## Task description
Leaving out all images, write out the records that follow exactly.
----------------
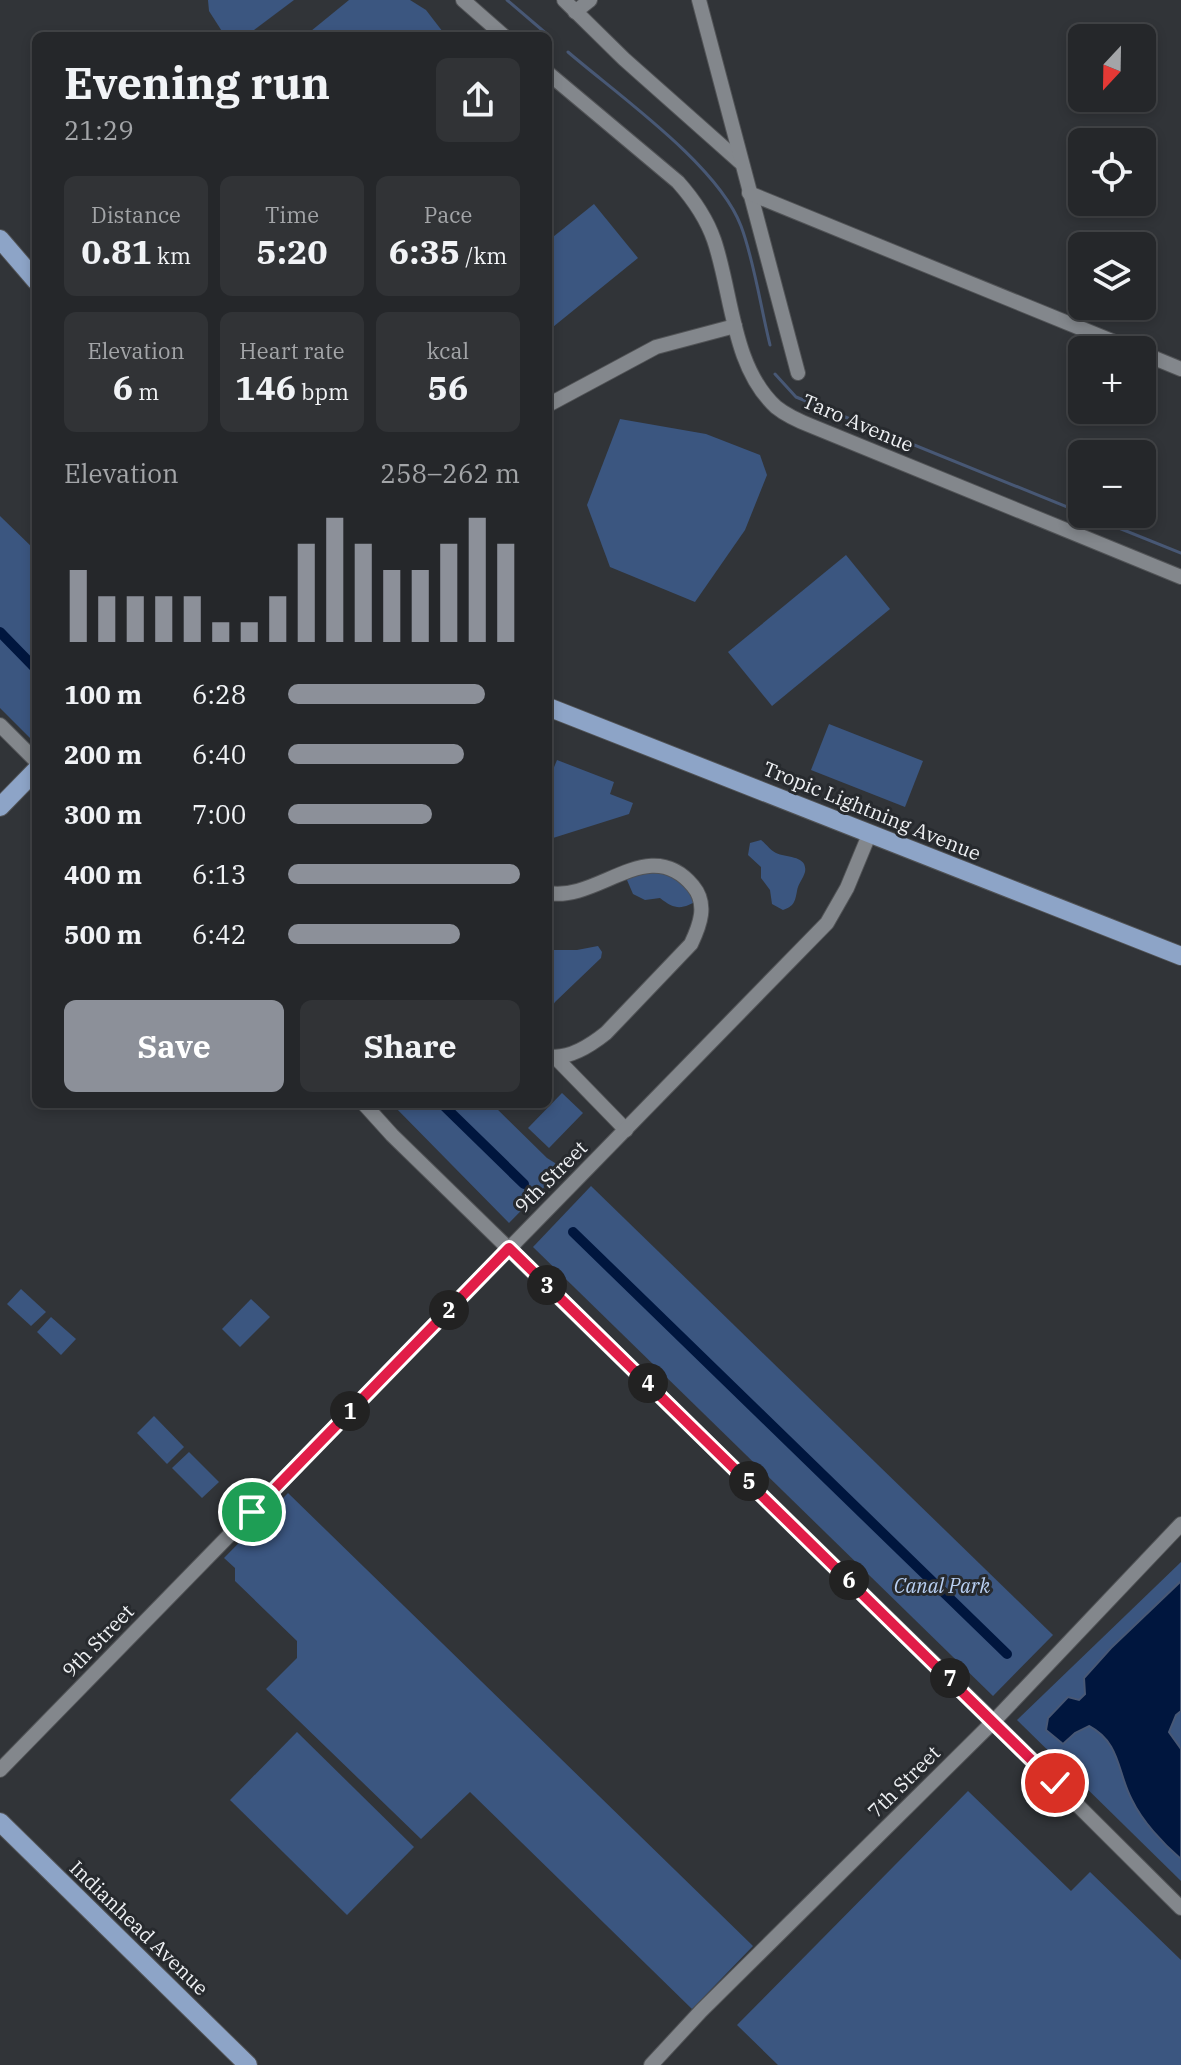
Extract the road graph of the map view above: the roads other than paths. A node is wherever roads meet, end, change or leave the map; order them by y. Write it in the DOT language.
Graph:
graph roads {
  1 [pos="463,0"];
  2 [pos="564,0"];
  3 [pos="590,0"];
  4 [pos="699,0"];
  5 [pos="575,12"];
  6 [pos="499,32"];
  7 [pos="552,76"];
  8 [pos="731,125"];
  9 [pos="707,133"];
  10 [pos="741,163"];
  11 [pos="749,193"];
  12 [pos="0,239"];
  13 [pos="32,276"];
  14 [pos="735,326"];
  15 [pos="1100,336"];
  16 [pos="1156,359"];
  17 [pos="1181,369"];
  18 [pos="798,373"];
  19 [pos="552,403"];
  20 [pos="1181,577"];
  21 [pos="552,709"];
  22 [pos="0,725"];
  23 [pos="32,757"];
  24 [pos="32,774"];
  25 [pos="0,807"];
  26 [pos="869,835"];
  27 [pos="552,893"];
  28 [pos="1181,956"];
  29 [pos="552,1057"];
  30 [pos="368,1108"];
  31 [pos="626,1130"];
  32 [pos="509,1248"];
  33 [pos="1181,1524"];
  34 [pos="994,1721"];
  35 [pos="0,1770"];
  36 [pos="0,1822"];
  37 [pos="1181,1908"];
  38 [pos="248,2065"];
  39 [pos="651,2065"];
  1 -- 6 [label="street"];
  2 -- 5 [label="street"];
  3 -- 5 [label="street"];
  4 -- 8 [label="street"];
  5 -- 9 [label="street"];
  7 -- 14 [label="street, Taro Avenue"];
  8 -- 9 [label="street"];
  8 -- 10 [label="street"];
  9 -- 10 [label="street"];
  10 -- 11 [label="street"];
  11 -- 15 [label="street"];
  11 -- 18 [label="street"];
  12 -- 13 [label="main road"];
  14 -- 19 [label="street"];
  14 -- 20 [label="street, Taro Avenue"];
  16 -- 17 [label="street"];
  21 -- 26 [label="main road, Tropic Lightning Avenue"];
  22 -- 23 [label="street"];
  24 -- 25 [label="main road"];
  26 -- 28 [label="main road, Tropic Lightning Avenue"];
  26 -- 31 [label="street, 9th Street"];
  27 -- 29 [label="street"];
  29 -- 31 [label="street"];
  30 -- 32 [label="street"];
  31 -- 32 [label="street, 9th Street"];
  32 -- 34 [label="street"];
  32 -- 35 [label="street, 9th Street"];
  33 -- 34 [label="street, 7th Street"];
  34 -- 37 [label="street"];
  34 -- 39 [label="street, 7th Street"];
  36 -- 38 [label="main road, Indianhead Avenue"];
}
----------------
## Task response
Extract the road graph of the map view above: the roads other than paths. A node is wherever roads meet, end, change or leave the map; order them by y. Write it in the DOT language.
Graph:
graph roads {
  1 [pos="463,0"];
  2 [pos="564,0"];
  3 [pos="590,0"];
  4 [pos="699,0"];
  5 [pos="575,12"];
  6 [pos="499,32"];
  7 [pos="552,76"];
  8 [pos="731,125"];
  9 [pos="707,133"];
  10 [pos="741,163"];
  11 [pos="749,193"];
  12 [pos="0,239"];
  13 [pos="32,276"];
  14 [pos="735,326"];
  15 [pos="1100,336"];
  16 [pos="1156,359"];
  17 [pos="1181,369"];
  18 [pos="798,373"];
  19 [pos="552,403"];
  20 [pos="1181,577"];
  21 [pos="552,709"];
  22 [pos="0,725"];
  23 [pos="32,757"];
  24 [pos="32,774"];
  25 [pos="0,807"];
  26 [pos="869,835"];
  27 [pos="552,893"];
  28 [pos="1181,956"];
  29 [pos="552,1057"];
  30 [pos="368,1108"];
  31 [pos="626,1130"];
  32 [pos="509,1248"];
  33 [pos="1181,1524"];
  34 [pos="994,1721"];
  35 [pos="0,1770"];
  36 [pos="0,1822"];
  37 [pos="1181,1908"];
  38 [pos="248,2065"];
  39 [pos="651,2065"];
  1 -- 6 [label="street"];
  2 -- 5 [label="street"];
  3 -- 5 [label="street"];
  4 -- 8 [label="street"];
  5 -- 9 [label="street"];
  7 -- 14 [label="street, Taro Avenue"];
  8 -- 9 [label="street"];
  8 -- 10 [label="street"];
  9 -- 10 [label="street"];
  10 -- 11 [label="street"];
  11 -- 15 [label="street"];
  11 -- 18 [label="street"];
  12 -- 13 [label="main road"];
  14 -- 19 [label="street"];
  14 -- 20 [label="street, Taro Avenue"];
  16 -- 17 [label="street"];
  21 -- 26 [label="main road, Tropic Lightning Avenue"];
  22 -- 23 [label="street"];
  24 -- 25 [label="main road"];
  26 -- 28 [label="main road, Tropic Lightning Avenue"];
  26 -- 31 [label="street, 9th Street"];
  27 -- 29 [label="street"];
  29 -- 31 [label="street"];
  30 -- 32 [label="street"];
  31 -- 32 [label="street, 9th Street"];
  32 -- 34 [label="street"];
  32 -- 35 [label="street, 9th Street"];
  33 -- 34 [label="street, 7th Street"];
  34 -- 37 [label="street"];
  34 -- 39 [label="street, 7th Street"];
  36 -- 38 [label="main road, Indianhead Avenue"];
}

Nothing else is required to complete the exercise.